New violence, setbacks in Mideast

At least three killed in Israeli raid in Nablus

church talks at impasse


JERUSALEM - As Israel and the Palestinians expressed cautious support for a peace conference announced by the Bush administration, Israeli soldiers launched a raid yesterday into the center of Nablus.

An Israeli officer and at least two Palestinians were killed.

The raid underscored that Israeli military operations in the West Bank have not ended.

In Bethlehem, Palestinian and Israeli negotiators remained deadlocked over the siege at the Church of the Nativity.

Yasser Arafat said yesterday in his compound in Ramallah that he was awaiting details about the proposed conference and planned to talk with other Arab leaders about Palestinian participation.

"It is an idea that we welcome, but nothing was agreed upon," Arafat said. "We will consult with all our brother Arab leaders regarding this conference before it convenes."

In Israel, Dore Gold, a senior adviser to Prime Minister Ariel Sharon, said Sharon planned to discuss the conference with President Bush when they meet next week. He noted that Sharon pitched the idea of talks to Secretary of State Colin L. Powell last month.

"Prime Minister Sharon originally proposed a regional conference that would draw together like-minded states that advocate peace and oppose terrorism, and would seek to establish common ground on a variety of regional issues," Gold said. "The two leaders will have to talk next week and compare notes about what the concept of the conference will be."

Much about the conference, which the Bush administration unexpectedly unveiled Thursday, remains unresolved, including its goals and topics of discussion.

But officials in Washington have emphasized that it would be a meeting of foreign ministers, not heads of state, a plan that seemed intended to sidestep Sharon's refusal to negotiate with Arafat because of Israel's belief that he sponsors terrorism.

Palestinians said Israeli tanks and armored vehicles arrived in Nablus at 3 a.m. yesterday and headed for a row of storefronts outside the casbah, the ancient marketplace that was the scene of heavy fighting in April. At least 75 people were killed last month during an Israeli incursion there.

Two tanks and scores of soldiers surrounded an ornate stone building, according to Ali, a Palestinian who lives nearby and refused give his full name.

After soldiers shouted "Open the door!" and ran into a building, bursts of gunfire were heard, followed by grenade explosions, witnesses said.

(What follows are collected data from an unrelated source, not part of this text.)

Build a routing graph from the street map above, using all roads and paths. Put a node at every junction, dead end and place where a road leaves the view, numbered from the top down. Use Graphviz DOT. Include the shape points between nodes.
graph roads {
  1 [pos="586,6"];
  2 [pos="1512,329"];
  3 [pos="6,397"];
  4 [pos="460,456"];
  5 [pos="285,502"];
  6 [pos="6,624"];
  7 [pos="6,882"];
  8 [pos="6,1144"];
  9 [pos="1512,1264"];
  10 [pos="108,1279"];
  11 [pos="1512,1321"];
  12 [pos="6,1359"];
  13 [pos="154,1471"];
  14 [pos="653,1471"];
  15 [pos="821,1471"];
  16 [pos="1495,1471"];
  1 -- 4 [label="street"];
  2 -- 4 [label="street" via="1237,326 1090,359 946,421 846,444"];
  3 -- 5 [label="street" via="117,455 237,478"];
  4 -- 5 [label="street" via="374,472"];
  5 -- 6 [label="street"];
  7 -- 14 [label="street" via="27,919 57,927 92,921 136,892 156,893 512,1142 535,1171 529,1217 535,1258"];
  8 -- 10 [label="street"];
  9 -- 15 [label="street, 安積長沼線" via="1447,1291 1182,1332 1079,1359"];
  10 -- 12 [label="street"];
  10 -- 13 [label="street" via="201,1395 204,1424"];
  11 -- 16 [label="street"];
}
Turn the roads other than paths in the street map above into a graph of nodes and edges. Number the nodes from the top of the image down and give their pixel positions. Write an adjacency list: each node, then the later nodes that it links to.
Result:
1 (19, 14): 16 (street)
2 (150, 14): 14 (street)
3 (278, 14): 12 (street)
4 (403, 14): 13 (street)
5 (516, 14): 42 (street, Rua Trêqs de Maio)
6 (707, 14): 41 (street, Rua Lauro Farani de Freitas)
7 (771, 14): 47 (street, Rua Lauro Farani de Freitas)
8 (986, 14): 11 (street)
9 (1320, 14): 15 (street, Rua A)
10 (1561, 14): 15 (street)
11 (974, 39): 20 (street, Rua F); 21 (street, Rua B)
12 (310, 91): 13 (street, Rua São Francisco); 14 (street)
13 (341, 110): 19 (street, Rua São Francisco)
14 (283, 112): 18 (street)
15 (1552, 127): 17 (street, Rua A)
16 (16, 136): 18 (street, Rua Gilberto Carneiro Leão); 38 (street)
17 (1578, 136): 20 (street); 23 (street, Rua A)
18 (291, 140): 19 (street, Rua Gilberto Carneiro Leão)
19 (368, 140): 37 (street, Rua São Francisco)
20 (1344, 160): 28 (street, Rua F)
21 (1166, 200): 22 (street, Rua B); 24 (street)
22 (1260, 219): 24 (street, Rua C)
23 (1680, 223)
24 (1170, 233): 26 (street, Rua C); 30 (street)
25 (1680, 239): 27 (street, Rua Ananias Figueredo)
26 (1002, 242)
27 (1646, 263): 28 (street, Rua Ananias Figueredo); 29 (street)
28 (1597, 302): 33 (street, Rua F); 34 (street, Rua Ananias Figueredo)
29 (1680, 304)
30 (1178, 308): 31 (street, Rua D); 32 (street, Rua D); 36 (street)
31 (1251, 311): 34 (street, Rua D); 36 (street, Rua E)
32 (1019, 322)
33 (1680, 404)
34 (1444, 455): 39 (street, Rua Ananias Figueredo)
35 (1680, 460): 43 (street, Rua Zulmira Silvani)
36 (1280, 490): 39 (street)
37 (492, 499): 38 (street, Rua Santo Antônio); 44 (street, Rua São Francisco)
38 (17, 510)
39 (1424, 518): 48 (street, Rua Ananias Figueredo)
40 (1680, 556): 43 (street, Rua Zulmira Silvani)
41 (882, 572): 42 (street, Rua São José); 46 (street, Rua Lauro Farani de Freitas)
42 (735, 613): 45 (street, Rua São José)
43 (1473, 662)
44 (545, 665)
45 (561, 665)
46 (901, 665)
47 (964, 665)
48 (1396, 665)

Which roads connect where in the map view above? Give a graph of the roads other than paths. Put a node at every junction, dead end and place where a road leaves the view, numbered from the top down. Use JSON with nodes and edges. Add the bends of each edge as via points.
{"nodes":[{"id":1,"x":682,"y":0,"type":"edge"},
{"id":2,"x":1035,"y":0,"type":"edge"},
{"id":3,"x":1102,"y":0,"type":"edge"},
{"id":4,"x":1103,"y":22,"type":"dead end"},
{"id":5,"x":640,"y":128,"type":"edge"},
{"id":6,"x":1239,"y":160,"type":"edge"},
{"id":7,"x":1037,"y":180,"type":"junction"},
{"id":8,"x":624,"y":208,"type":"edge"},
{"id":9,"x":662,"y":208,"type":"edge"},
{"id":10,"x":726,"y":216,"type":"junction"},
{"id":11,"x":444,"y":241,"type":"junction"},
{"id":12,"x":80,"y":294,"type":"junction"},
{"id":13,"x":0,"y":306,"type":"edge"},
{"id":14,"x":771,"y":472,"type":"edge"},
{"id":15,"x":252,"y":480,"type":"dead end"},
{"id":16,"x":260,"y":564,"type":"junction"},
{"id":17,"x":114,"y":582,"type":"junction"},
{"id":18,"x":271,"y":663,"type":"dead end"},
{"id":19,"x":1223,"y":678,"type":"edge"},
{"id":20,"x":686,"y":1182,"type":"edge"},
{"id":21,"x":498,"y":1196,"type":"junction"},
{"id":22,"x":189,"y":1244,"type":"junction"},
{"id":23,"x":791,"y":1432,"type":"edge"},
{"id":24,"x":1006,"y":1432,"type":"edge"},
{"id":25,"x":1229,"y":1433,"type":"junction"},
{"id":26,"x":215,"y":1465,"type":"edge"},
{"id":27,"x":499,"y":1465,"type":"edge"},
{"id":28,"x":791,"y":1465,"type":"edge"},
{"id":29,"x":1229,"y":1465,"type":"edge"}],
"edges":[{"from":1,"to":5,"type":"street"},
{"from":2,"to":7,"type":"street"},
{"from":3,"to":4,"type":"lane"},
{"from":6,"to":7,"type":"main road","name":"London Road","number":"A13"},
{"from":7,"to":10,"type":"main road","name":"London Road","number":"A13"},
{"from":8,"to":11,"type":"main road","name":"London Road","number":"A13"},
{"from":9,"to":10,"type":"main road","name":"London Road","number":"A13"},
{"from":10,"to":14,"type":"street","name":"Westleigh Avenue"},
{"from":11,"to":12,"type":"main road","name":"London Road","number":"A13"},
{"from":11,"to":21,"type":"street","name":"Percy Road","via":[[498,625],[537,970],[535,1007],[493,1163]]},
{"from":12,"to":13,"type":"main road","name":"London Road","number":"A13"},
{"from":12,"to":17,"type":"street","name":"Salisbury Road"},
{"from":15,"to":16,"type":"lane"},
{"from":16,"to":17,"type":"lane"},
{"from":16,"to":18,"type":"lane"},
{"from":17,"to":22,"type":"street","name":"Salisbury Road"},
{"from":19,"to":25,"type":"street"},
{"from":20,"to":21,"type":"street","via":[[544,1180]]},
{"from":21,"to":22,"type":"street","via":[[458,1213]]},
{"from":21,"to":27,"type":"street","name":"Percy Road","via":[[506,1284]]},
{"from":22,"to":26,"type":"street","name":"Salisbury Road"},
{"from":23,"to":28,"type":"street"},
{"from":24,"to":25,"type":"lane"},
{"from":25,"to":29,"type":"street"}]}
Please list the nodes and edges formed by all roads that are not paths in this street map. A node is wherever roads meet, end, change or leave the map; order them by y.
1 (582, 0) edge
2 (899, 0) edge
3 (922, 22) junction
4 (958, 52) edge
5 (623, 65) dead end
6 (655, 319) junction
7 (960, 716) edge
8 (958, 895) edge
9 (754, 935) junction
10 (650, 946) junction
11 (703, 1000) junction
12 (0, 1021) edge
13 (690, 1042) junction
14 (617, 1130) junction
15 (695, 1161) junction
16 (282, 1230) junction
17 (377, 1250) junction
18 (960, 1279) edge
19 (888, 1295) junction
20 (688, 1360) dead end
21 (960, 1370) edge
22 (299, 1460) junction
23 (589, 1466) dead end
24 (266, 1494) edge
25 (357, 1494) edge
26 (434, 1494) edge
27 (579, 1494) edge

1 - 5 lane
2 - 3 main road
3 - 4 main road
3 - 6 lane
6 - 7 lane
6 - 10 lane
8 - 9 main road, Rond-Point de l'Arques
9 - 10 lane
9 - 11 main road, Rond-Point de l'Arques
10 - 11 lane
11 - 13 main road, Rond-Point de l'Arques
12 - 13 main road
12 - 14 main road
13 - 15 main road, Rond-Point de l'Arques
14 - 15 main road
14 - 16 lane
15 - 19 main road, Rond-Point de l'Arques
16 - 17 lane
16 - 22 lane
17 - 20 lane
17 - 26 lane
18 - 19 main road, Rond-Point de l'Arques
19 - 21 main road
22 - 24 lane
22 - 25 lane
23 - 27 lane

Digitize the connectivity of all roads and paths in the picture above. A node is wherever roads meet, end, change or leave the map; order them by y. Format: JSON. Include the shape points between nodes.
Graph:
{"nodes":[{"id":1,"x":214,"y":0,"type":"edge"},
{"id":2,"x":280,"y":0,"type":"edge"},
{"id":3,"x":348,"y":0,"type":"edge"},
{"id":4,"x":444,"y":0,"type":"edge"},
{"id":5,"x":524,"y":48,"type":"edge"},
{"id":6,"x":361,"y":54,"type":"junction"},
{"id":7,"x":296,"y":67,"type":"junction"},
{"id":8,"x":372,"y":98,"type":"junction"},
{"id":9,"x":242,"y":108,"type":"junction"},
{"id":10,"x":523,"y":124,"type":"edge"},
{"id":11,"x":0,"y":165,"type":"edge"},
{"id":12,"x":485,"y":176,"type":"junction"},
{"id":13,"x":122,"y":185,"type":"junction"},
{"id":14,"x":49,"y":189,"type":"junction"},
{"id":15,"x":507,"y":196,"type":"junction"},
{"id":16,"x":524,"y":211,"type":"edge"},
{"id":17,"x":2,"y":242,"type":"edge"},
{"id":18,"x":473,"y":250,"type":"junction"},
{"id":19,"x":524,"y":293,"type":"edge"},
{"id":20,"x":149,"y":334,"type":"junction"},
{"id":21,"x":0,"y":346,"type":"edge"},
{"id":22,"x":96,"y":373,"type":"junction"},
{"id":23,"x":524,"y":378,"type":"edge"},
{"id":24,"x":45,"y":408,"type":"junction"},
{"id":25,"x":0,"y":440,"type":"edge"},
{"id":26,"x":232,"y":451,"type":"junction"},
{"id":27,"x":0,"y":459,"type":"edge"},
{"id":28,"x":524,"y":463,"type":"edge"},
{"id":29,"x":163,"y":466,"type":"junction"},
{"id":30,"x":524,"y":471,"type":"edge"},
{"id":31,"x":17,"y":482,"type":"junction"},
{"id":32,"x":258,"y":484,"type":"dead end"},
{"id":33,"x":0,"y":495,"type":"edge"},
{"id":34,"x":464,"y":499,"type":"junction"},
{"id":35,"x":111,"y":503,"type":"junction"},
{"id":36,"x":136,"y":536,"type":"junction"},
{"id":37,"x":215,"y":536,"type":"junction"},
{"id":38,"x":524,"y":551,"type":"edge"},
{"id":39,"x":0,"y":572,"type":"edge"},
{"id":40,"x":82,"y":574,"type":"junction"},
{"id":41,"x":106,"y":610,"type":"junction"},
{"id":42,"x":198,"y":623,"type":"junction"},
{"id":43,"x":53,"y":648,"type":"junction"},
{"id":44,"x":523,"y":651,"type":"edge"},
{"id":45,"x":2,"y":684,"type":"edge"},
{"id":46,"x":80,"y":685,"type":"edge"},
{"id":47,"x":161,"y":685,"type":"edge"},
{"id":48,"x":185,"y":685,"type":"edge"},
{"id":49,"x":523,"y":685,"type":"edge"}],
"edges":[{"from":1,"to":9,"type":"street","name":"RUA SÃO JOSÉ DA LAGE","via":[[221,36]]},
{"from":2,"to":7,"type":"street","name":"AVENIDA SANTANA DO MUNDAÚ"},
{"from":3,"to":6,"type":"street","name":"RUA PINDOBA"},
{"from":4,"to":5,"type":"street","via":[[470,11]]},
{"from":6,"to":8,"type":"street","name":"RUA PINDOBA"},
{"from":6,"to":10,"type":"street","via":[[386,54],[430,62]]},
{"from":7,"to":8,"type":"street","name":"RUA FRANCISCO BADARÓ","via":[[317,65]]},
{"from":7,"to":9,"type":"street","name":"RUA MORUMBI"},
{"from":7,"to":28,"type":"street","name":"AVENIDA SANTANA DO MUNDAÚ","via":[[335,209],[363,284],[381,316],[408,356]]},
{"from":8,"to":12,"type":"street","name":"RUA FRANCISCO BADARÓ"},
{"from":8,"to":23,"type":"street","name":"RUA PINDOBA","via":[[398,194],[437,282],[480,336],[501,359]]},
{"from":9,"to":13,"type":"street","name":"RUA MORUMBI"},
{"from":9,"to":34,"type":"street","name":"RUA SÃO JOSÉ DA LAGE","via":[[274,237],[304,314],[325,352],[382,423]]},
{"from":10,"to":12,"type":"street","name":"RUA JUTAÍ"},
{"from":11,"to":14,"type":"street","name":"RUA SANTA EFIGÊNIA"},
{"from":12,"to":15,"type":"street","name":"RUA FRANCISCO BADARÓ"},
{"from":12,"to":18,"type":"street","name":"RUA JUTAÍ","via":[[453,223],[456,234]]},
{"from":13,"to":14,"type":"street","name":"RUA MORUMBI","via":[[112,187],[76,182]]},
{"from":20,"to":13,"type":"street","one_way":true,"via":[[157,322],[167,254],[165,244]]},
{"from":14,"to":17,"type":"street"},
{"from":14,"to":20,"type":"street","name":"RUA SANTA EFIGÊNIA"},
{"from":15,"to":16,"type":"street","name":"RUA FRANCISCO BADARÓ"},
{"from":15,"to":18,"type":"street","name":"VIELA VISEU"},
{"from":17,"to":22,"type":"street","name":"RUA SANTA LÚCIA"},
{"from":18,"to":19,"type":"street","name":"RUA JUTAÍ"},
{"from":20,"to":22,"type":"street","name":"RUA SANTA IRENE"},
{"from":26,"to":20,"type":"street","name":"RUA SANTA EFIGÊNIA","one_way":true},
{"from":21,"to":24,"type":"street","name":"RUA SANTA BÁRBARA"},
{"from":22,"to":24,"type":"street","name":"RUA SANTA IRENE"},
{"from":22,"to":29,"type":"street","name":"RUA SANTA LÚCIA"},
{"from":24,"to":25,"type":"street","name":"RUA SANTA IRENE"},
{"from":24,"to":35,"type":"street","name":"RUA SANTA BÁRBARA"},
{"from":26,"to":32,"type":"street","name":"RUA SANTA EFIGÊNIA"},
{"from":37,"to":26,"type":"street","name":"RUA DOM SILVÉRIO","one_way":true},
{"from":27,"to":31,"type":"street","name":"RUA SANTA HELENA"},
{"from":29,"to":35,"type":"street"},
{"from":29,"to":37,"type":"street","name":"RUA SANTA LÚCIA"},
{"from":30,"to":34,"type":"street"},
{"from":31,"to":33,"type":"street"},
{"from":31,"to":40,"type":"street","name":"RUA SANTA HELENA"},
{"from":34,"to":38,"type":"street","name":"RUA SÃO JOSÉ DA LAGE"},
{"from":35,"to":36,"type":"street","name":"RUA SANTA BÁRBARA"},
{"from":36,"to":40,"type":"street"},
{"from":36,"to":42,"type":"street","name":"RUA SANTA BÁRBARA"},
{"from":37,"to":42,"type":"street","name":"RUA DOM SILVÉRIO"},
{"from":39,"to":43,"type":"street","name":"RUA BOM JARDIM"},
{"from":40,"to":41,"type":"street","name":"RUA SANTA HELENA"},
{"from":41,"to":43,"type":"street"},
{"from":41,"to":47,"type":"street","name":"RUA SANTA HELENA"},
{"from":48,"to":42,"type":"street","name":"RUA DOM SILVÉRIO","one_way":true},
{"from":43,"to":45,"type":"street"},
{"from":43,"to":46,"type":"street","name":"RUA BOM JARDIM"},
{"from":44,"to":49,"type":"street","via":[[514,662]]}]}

"I saw one soldier on the ground," Ali said. "He wasn't moving at all."

Ali said the Israelis eventually fired a tank round into the building's second floor, silencing the gunfire. An armored bulldozer demolished the building.

The Israeli military said Maj. Aviyahu Yaacov, 24, was killed, another officer was seriously wounded, and a third soldier was slightly wounded. One Palestinian militant was killed in the raid, and at least four suspected militants were captured.

Yesterday afternoon, two young men who identified themselves as student members of Hamas, the militant Palestinian group, said Israelis had killed Ali Hodairy, a 24-year-old Hamas leader. The Israeli military said Hodairy was a bomb-maker.

A Palestinian policeman was also killed, residents said.

At the Church of the Nativity in Bethlehem, where about 160 people are besieged and food is said to have run out two weeks ago, once-promising negotiations reached a new impasse.

Palestinian negotiators said yesterday afternoon that they had reached a deal with the Israelis to allow food into the compound. But the agreement broke down, they said, when the Israelis said food could enter only if the Palestinians provided a roster of the people in the compound.

The only agreement the two sides were able to reach yesterday was on the evacuation of four ill Palestinian men.

Hanna Nasser, Bethlehem's mayor and a member of the Palestinian negotiation team, said he was angry about the breakdown, charging that the Israelis had further eroded trust. He said that if the two sides could not get past discussions of food, they would not be able to agree on the more difficult matter of a settlement to end the siege, entering its second month.